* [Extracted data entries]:
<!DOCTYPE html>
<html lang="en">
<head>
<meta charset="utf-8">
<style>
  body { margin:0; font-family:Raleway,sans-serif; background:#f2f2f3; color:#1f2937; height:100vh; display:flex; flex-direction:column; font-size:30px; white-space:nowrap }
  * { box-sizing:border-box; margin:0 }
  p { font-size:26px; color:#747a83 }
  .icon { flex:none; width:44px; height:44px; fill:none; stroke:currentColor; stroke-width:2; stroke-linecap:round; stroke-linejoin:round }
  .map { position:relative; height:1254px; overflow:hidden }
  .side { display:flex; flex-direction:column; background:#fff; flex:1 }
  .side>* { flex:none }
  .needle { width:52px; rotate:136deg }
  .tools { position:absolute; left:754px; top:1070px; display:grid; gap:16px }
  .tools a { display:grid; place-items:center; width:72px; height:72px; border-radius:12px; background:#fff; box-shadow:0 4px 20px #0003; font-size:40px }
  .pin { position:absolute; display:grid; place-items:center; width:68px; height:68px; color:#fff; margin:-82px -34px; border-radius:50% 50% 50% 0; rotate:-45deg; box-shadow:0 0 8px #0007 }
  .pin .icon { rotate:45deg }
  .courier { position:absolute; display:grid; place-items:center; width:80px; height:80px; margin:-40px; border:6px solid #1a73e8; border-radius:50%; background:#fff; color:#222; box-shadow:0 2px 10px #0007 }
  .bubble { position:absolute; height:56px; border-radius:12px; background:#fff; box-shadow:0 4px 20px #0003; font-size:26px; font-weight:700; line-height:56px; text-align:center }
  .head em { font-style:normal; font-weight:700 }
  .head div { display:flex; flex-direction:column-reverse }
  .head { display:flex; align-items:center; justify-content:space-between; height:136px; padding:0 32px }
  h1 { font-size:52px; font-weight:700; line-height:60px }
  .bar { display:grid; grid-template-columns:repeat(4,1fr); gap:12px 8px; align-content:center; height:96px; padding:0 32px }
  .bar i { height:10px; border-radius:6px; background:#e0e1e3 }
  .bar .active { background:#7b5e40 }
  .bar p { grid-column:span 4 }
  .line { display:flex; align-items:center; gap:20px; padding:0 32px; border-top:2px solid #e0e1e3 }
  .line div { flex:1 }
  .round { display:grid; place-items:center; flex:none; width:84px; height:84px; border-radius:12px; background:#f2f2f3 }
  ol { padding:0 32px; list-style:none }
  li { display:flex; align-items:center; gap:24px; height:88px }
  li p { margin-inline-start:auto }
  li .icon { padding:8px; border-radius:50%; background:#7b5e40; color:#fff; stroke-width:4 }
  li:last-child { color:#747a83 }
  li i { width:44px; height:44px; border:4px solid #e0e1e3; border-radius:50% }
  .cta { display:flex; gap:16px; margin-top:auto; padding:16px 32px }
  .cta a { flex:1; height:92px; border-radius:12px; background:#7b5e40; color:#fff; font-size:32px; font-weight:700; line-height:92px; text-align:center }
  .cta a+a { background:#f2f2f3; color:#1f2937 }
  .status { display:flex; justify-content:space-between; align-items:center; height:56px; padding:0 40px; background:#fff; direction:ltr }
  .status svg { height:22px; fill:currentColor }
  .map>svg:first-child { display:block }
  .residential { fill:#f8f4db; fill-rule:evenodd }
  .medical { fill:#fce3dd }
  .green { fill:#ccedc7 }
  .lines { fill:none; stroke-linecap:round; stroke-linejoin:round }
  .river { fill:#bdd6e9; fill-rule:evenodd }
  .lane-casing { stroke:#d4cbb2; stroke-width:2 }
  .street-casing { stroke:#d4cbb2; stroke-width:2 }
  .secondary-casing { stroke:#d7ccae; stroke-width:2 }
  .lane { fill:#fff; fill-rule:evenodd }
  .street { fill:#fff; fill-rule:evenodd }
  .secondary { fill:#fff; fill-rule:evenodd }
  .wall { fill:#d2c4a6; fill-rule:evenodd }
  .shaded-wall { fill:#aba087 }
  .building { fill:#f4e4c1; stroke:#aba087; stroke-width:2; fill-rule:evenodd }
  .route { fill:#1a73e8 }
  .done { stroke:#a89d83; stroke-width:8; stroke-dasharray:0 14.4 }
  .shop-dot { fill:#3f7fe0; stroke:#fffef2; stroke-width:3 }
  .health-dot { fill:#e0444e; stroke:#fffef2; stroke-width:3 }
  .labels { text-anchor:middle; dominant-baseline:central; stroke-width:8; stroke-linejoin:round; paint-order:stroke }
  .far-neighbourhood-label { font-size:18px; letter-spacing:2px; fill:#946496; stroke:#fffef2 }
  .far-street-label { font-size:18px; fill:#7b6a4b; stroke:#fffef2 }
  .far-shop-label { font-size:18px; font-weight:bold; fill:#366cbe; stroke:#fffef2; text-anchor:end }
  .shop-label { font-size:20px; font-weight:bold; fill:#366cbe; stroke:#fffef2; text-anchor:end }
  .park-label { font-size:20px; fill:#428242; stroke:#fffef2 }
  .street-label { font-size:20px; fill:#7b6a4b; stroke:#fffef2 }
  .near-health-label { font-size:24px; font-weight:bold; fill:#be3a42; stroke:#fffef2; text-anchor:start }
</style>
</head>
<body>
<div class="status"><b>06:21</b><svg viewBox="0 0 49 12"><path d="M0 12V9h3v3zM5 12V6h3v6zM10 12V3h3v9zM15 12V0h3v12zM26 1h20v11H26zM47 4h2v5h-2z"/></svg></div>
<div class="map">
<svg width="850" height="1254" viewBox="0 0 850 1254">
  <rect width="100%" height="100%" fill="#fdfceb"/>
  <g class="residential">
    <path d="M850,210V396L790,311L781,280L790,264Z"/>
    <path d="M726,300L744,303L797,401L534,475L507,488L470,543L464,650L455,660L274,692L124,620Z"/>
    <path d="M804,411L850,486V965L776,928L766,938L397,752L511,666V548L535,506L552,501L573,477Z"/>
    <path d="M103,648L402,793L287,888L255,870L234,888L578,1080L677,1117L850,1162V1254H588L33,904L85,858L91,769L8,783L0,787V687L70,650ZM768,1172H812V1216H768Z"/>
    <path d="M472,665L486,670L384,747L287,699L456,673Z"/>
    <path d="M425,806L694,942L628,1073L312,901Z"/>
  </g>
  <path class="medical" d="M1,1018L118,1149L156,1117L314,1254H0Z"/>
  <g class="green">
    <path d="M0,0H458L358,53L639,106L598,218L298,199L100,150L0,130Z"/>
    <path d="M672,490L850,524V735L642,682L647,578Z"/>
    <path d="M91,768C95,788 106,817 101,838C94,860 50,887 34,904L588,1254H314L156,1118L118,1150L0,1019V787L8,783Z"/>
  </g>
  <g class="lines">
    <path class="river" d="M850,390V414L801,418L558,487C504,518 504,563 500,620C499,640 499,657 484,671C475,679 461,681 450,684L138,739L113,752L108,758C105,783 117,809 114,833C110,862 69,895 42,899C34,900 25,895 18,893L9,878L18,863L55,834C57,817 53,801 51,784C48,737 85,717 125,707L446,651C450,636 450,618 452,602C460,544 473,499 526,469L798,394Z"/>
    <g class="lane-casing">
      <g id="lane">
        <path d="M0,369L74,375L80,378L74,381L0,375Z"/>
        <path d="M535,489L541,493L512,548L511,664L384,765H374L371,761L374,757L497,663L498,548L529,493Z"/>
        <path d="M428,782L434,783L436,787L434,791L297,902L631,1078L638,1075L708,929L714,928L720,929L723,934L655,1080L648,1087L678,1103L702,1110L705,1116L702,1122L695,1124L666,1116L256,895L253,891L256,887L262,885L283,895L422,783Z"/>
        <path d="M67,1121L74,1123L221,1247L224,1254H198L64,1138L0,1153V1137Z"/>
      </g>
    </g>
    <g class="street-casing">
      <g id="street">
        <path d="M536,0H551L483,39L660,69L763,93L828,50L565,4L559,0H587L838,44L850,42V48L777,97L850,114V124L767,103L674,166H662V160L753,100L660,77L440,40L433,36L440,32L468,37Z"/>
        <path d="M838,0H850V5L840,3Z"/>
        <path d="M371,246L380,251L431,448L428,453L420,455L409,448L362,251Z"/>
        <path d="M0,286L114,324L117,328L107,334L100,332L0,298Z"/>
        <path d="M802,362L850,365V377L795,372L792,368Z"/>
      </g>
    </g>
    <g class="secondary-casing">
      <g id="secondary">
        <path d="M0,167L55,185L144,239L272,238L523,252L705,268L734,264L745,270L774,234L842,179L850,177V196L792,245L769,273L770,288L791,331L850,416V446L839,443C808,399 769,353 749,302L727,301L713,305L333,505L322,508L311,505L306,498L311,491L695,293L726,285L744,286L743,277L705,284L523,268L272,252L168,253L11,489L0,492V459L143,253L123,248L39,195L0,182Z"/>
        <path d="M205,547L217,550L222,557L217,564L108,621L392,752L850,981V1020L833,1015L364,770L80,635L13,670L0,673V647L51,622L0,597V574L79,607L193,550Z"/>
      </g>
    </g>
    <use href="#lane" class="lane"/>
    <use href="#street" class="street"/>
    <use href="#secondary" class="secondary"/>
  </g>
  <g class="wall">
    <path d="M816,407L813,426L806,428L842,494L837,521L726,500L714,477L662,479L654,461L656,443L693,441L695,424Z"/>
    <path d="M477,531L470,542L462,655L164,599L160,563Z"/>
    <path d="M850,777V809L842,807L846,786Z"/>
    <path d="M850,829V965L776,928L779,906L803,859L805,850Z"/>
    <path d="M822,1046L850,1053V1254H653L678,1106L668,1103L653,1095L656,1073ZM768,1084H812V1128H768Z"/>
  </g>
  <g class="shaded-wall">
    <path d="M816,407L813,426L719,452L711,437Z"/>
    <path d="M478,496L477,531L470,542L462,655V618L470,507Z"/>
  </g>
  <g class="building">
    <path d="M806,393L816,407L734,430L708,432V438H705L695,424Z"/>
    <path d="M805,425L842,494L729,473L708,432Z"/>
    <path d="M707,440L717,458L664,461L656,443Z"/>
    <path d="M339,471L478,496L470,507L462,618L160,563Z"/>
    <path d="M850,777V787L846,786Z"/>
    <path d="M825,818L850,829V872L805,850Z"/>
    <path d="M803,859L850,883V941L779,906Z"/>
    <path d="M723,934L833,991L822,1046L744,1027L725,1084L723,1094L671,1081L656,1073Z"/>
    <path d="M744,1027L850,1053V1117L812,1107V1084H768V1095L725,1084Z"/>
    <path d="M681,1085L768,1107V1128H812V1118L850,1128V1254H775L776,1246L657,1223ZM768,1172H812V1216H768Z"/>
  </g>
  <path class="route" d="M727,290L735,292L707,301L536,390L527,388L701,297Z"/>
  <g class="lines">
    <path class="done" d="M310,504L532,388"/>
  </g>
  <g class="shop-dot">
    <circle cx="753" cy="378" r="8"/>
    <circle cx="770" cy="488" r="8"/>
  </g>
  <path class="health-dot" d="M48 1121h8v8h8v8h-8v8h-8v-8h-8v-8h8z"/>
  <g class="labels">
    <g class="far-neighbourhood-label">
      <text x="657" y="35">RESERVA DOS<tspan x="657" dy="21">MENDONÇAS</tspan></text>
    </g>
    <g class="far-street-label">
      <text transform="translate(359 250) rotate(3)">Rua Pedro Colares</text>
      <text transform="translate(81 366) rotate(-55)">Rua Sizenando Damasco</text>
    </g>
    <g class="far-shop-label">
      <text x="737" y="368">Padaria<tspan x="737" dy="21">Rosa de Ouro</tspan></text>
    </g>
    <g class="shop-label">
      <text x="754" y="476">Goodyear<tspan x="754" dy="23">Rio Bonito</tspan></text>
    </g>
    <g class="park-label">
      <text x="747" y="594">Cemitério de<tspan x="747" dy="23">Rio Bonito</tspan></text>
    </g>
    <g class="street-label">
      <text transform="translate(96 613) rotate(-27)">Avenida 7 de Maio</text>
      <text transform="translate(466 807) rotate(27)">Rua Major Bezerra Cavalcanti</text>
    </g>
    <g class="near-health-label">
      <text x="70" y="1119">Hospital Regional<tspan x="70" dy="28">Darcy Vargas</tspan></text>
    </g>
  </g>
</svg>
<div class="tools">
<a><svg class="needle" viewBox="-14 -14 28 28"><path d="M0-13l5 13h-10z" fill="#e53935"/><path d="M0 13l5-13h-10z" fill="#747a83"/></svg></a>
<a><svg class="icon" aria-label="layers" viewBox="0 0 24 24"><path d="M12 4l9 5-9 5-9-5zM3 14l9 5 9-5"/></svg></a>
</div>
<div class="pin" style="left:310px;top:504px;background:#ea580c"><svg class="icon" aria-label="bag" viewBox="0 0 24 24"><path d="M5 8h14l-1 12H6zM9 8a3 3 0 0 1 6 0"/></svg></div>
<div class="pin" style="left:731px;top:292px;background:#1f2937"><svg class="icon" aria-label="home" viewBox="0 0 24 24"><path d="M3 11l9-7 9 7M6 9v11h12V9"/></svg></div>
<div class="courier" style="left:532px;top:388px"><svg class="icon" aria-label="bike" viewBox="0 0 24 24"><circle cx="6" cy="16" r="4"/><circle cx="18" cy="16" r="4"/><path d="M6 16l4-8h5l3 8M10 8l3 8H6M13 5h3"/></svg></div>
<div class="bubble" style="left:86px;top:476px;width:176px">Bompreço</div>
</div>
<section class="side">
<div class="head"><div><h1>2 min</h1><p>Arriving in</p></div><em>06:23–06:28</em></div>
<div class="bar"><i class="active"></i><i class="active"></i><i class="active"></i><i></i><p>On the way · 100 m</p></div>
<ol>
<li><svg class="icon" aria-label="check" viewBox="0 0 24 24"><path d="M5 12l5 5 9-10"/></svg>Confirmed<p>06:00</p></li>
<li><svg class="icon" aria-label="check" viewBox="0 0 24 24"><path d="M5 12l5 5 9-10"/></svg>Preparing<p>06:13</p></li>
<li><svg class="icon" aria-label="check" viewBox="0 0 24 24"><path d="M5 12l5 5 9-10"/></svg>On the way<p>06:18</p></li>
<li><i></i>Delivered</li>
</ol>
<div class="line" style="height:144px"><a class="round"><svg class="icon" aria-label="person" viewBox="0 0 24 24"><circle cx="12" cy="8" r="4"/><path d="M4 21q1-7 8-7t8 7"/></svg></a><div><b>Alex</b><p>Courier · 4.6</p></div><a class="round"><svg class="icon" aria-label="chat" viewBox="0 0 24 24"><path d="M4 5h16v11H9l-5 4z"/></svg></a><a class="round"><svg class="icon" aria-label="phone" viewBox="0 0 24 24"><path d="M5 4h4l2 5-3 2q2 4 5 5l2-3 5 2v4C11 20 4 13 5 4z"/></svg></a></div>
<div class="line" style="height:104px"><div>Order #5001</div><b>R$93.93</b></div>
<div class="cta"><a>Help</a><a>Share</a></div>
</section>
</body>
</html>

* [PROBLEM TO SOLVE]: Taking the entries above, restate exactly those lines that fall between the line with "position:relative; height:1254px; overflow:hidden" and the line with "position:absolute; left:754px; top:1070px;", keeping both of those lines too.

* [WRITTEN REPLY]:
  .map { position:relative; height:1254px; overflow:hidden }
  .side { display:flex; flex-direction:column; background:#fff; flex:1 }
  .side>* { flex:none }
  .needle { width:52px; rotate:136deg }
  .tools { position:absolute; left:754px; top:1070px; display:grid; gap:16px }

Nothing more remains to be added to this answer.